Rightists don’t revel in the plight of workers either. But they prescribe a quite different political potion. For many of them, economic growth has produced the sort of social complexities—inequality and the severing of many strands of the social safety net—that cry out for some sort of political reform. Some on the Chinese Right want to push elections forward and faster, especially in the cities, seeking to enfranchise workers as a means of promoting Party legitimacy. With this in mind, the postponement of a dialogue on political reform appears to be of increasing concern to the Right, at least judging from some of the recent statements of Premier Wen Jiabao.

But the Right wing is also more complicated. Some in this camp are far more circumspect and argue that administrative reform might be the best route, for now at least. Under this view, making better cadres would produce more loyal citizens, especially if the latter feel that the former are in better touch with their needs and the current shortcomings of the system. This is certainly the vision in the Organization Department, and they see legitimacy as their political lodestar. So, as the Left pushes its agenda of social and economic levelling through mass action and ideological inspiration, those on the Communist Right seek simply to be more creative in shaping a better cohort of cadres who with empathize with labourers, and also act on behalf of the moneyed and propertied classes.

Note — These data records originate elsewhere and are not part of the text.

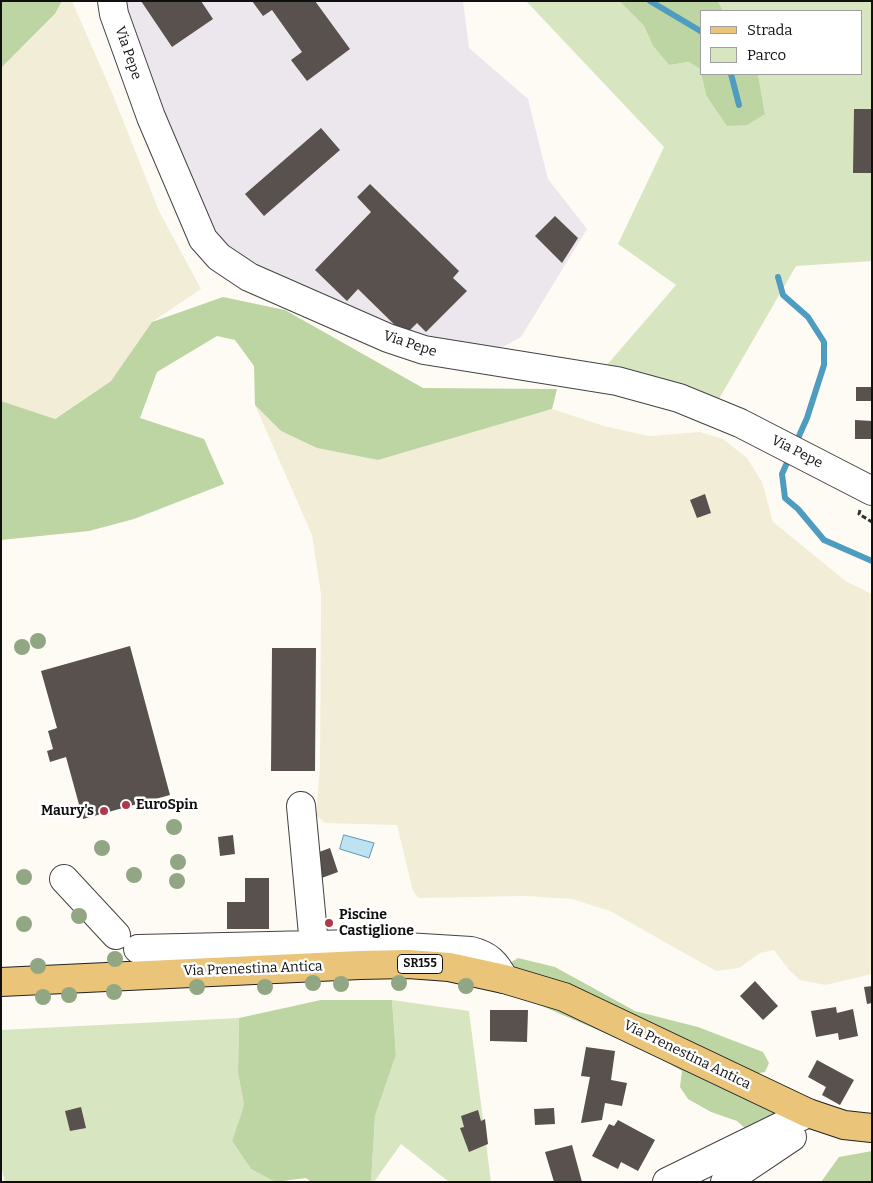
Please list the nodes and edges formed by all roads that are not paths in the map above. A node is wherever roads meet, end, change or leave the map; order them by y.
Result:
1 (112, 1) edge
2 (872, 491) edge
3 (301, 806) dead end
4 (64, 879) dead end
5 (314, 944) junction
6 (196, 949) junction
7 (504, 979) junction
8 (1, 982) edge
9 (808, 1114) junction
10 (869, 1128) edge
11 (667, 1182) edge
12 (725, 1182) edge

1 - 2 street, Via Pepe
3 - 5 street
4 - 6 street, Via Prenestina Antica
5 - 6 street, Via Prenestina Antica
5 - 7 street, Via Prenestina Antica
6 - 7 main road, Via Prenestina Antica / SR155
6 - 8 main road, Via Prenestina Antica / SR155
7 - 9 main road, Via Prenestina Antica / SR155
9 - 10 main road, Via Prenestina Antica / SR155
9 - 11 street
9 - 12 street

Sitting astride it all is the Centre, run by President Hu Jintao. Yet while Hu and his allies have made substantial progress in ‘putting people first’ and looking to reinstall some elements of socialism—health care reform, income subsidies, lower tax rates for the poor—the forces he and his associates have fashioned to run the country have actually been relatively hard-line. They are re-centralizers, brought to Beijing years ago to strengthen the hand of the Party over the provinces. Barely bridled economic growth, environmental degradation, local corruption, social and ethnic outrage—these problems are seen by the Centre as having been produced in the provinces, and only able to be solved through Beijing. So, too, the crackdowns on channels of dissent, designed to prevent political options from coming to the fore and therefore attracting the disaffected.

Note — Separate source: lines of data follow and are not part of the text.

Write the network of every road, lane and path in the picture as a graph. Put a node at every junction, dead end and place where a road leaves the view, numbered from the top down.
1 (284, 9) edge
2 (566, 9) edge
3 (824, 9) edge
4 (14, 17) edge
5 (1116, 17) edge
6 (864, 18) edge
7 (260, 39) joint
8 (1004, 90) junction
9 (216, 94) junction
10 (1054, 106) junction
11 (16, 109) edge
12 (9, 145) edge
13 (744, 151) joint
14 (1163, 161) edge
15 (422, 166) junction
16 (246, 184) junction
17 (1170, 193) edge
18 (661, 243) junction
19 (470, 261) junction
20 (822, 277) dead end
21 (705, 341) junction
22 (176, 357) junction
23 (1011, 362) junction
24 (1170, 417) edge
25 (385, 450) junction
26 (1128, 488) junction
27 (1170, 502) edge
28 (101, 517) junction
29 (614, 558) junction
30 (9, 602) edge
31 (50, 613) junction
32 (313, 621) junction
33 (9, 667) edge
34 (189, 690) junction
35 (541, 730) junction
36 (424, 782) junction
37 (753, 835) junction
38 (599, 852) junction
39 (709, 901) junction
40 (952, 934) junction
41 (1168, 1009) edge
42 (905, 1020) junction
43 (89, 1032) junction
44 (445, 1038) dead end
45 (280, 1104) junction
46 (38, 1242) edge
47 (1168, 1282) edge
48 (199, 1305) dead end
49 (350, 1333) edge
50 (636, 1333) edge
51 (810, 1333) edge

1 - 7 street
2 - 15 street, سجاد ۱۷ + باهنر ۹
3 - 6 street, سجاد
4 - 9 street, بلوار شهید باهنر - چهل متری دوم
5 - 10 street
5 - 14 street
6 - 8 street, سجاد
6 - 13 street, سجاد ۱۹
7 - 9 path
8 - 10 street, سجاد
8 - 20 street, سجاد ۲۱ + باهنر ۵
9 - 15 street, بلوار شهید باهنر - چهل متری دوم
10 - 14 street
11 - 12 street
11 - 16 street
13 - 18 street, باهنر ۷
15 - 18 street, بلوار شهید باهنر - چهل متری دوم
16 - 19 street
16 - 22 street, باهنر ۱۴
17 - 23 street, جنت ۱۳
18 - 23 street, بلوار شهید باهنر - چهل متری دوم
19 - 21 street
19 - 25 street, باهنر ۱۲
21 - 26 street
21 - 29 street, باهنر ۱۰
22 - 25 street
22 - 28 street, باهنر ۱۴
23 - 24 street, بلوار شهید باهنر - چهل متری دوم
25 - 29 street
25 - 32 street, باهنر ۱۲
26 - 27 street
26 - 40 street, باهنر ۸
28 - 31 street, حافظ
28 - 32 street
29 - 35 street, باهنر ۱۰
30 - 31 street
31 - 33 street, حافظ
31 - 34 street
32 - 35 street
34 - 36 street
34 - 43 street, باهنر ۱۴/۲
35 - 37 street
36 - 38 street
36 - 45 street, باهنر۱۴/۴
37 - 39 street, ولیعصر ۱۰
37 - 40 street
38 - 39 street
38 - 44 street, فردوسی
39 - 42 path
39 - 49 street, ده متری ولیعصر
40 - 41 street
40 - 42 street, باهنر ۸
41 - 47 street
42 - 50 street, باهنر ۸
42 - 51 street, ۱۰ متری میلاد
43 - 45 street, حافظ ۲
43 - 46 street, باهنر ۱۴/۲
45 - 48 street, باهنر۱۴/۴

All this means that while there’s certainly upper-level sympathy and support for labour in the current leadership, it’s mostly within the boundaries of the existing trade union structure.  More than a few officials want reform of the trade unions, but not replacement. Likewise, the slogans of ‘harmonious society’ and ‘scientific development’ reflect the view at the political Centre that only if labour contributes to both of these ventures will it continue to merit provision and policy attention. With few recent exceptions—the wildcat strikes in the auto industry in south China last year, and in Shanghai a few weeks back—both sides have upheld the bargain; disquiet and unhappiness has stayed local.

But suppose that compact is severed?  Never mind the long-term implications of an aging and more expensive workforce. What happens if inflation begins to really bite at the same time that economic growth starts to become sluggish?

Officials here are rightly anxious over the consequences of making China more modern and moving beyond the old. Leaders recognize that labour still matters in China, both in managing the economy and sorting out who gets to steer China politically. It’s important therefore to be watchful not only of the Chinese street, but also efforts to use any worker discontent in the larger political tussle already unfolding.

Russell Leigh Moses is Academic Dean at The Beijing Center for Chinese Studies and resident political commentator at The Wall Street Journal’s China Real Time blog.